Ukrainian drone units struck two Russian military helicopters at a field airstrip in Voronezh Oblast on April 29, 2026, hitting a Mi-28 attack helicopter and a Mi-17 transport more than 93 miles from the line of contact.
The operation was a joint mission by composite crews from the 429th Separate Unmanned Systems Brigade “Achilles” and the 43rd Separate Artillery Brigade, planned and executed in coordination with Special Operations Center “A” (CSO “A”). Ukraine’s Unmanned Systems Forces (USF) confirmed the strike the same day.
Magyar’s update:
Birds of the USF hunted down and struck two enemy helicopters — a Mi-28 and a Mi-17 — in Russia’s Voronezh region, 150 km from the line of contact.

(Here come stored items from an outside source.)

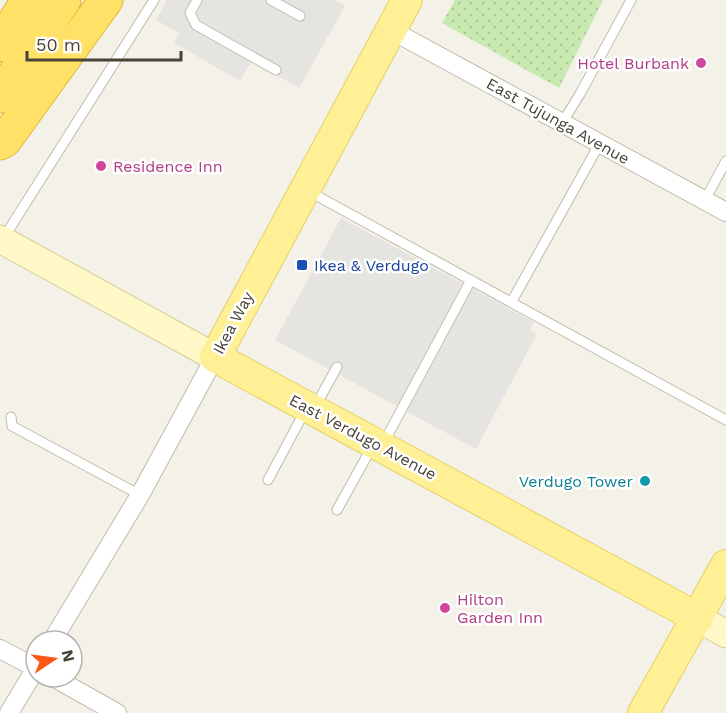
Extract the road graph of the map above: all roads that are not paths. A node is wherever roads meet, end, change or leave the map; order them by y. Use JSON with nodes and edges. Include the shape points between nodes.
{"nodes":[{"id":1,"x":28,"y":0,"type":"edge"},
{"id":2,"x":64,"y":0,"type":"edge"},
{"id":3,"x":106,"y":0,"type":"edge"},
{"id":4,"x":154,"y":0,"type":"edge"},
{"id":5,"x":197,"y":0,"type":"edge"},
{"id":6,"x":271,"y":0,"type":"edge"},
{"id":7,"x":407,"y":0,"type":"edge"},
{"id":8,"x":630,"y":0,"type":"edge"},
{"id":9,"x":300,"y":16,"type":"dead end"},
{"id":10,"x":391,"y":30,"type":"junction"},
{"id":11,"x":0,"y":45,"type":"edge"},
{"id":12,"x":276,"y":70,"type":"dead end"},
{"id":13,"x":0,"y":96,"type":"edge"},
{"id":14,"x":562,"y":123,"type":"junction"},
{"id":15,"x":0,"y":143,"type":"edge"},
{"id":16,"x":600,"y":143,"type":"junction"},
{"id":17,"x":726,"y":161,"type":"edge"},
{"id":18,"x":305,"y":189,"type":"junction"},
{"id":19,"x":705,"y":201,"type":"junction"},
{"id":20,"x":726,"y":212,"type":"edge"},
{"id":21,"x":1,"y":240,"type":"edge"},
{"id":22,"x":471,"y":280,"type":"junction"},
{"id":23,"x":512,"y":302,"type":"junction"},
{"id":24,"x":215,"y":357,"type":"junction"},
{"id":25,"x":337,"y":367,"type":"dead end"},
{"id":26,"x":310,"y":408,"type":"junction"},
{"id":27,"x":10,"y":417,"type":"dead end"},
{"id":28,"x":726,"y":420,"type":"edge"},
{"id":29,"x":377,"y":445,"type":"junction"},
{"id":30,"x":268,"y":480,"type":"dead end"},
{"id":31,"x":140,"y":495,"type":"junction"},
{"id":32,"x":337,"y":510,"type":"dead end"},
{"id":33,"x":726,"y":565,"type":"edge"},
{"id":34,"x":698,"y":618,"type":"junction"},
{"id":35,"x":59,"y":629,"type":"edge"},
{"id":36,"x":726,"y":634,"type":"edge"},
{"id":37,"x":0,"y":649,"type":"edge"},
{"id":38,"x":24,"y":662,"type":"edge"},
{"id":39,"x":24,"y":688,"type":"edge"},
{"id":40,"x":72,"y":689,"type":"edge"},
{"id":41,"x":108,"y":711,"type":"edge"},
{"id":42,"x":9,"y":713,"type":"edge"},
{"id":43,"x":643,"y":713,"type":"edge"}],
"edges":[{"from":1,"to":11,"type":"highway"},
{"from":2,"to":13,"type":"highway"},
{"from":3,"to":15,"type":"highway"},
{"from":4,"to":21,"type":"lane"},
{"from":5,"to":12,"type":"lane","via":[[190,13],[196,25]]},
{"from":6,"to":9,"type":"lane"},
{"from":7,"to":10,"type":"main road","name":"Ikea Way"},
{"from":8,"to":14,"type":"lane"},
{"from":10,"to":14,"type":"street","name":"East Tujunga Avenue"},
{"from":10,"to":18,"type":"main road","name":"Ikea Way"},
{"from":14,"to":16,"type":"street","name":"East Tujunga Avenue"},
{"from":16,"to":19,"type":"street","name":"East Tujunga Avenue"},
{"from":16,"to":23,"type":"lane"},
{"from":17,"to":19,"type":"lane"},
{"from":18,"to":22,"type":"lane"},
{"from":18,"to":24,"type":"main road","name":"Ikea Way"},
{"from":19,"to":20,"type":"street","name":"East Tujunga Avenue"},
{"from":21,"to":24,"type":"main road","name":"East Verdugo Avenue"},
{"from":22,"to":23,"type":"lane"},
{"from":22,"to":29,"type":"lane"},
{"from":23,"to":28,"type":"lane"},
{"from":24,"to":26,"type":"main road","name":"East Verdugo Avenue"},
{"from":24,"to":31,"type":"street","name":"Ikea Way"},
{"from":25,"to":26,"type":"lane"},
{"from":26,"to":29,"type":"main road","name":"East Verdugo Avenue"},
{"from":26,"to":30,"type":"lane"},
{"from":27,"to":31,"type":"lane","via":[[12,426]]},
{"from":29,"to":32,"type":"lane"},
{"from":29,"to":34,"type":"main road","name":"East Verdugo Avenue"},
{"from":31,"to":35,"type":"street","name":"Ikea Way"},
{"from":33,"to":34,"type":"main road"},
{"from":34,"to":36,"type":"main road","name":"East Verdugo Avenue"},
{"from":34,"to":43,"type":"main road"},
{"from":37,"to":38,"type":"street"},
{"from":39,"to":42,"type":"street"},
{"from":40,"to":41,"type":"street"}]}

A field landing strip located more than 150 km deep from the line of contact, hosting four Mi-28 and Mi-17… pic.twitter.com/QlT9LQrD2n
— 414 Magyar’s Birds (@414magyarbirds) April 29, 2026
“The strikes were delivered to the rear central part of the engine compartment, bypassing the main rotor blades,” the USF stated. Targeting the powerplant rather than the airframe concentrates damage on the helicopter’s most mechanically critical region, and avoiding the rotor assembly removes a potential deflection point for the incoming drone.
Four helicopters were at the landing strip conducting rapid refueling and between-flight technical checks when the drones struck. Two were hit. At least one helicopter maintenance specialist was killed, according to the USF, a loss that compounds the hardware damage as trained aviation technicians take considerably longer to replace than the aircraft themselves.
Ukrainian mid-range attack drones successfully hunted down a Russian helicopter field airstrip deep behind the frontline earlier today.
Seen here, Ukrainian drones slam into a Russian Mi-17 and Mi-28. pic.twitter.com/vlKWfZzp6P
— OSINTtechnical (@Osinttechnical) April 29, 2026
The 429th “Achilles” Brigade has operated continuously since the first day of Russia’s full-scale invasion, growing from a volunteer rifle company into a brigade-level force by January 2026. It functions within Ukraine’s Unmanned Systems Forces, a centralized drone warfare command with no direct equivalent in any other military.
Voronezh Oblast borders Ukraine and has faced Ukrainian drone operations before, including a strike on the Borisoglebsk military airfield in July 2025. The oblast has served as a staging area for Russian aircraft and crew rotations, but back-to-back strikes on aviation assets deep inside the region suggest that buffer is narrowing.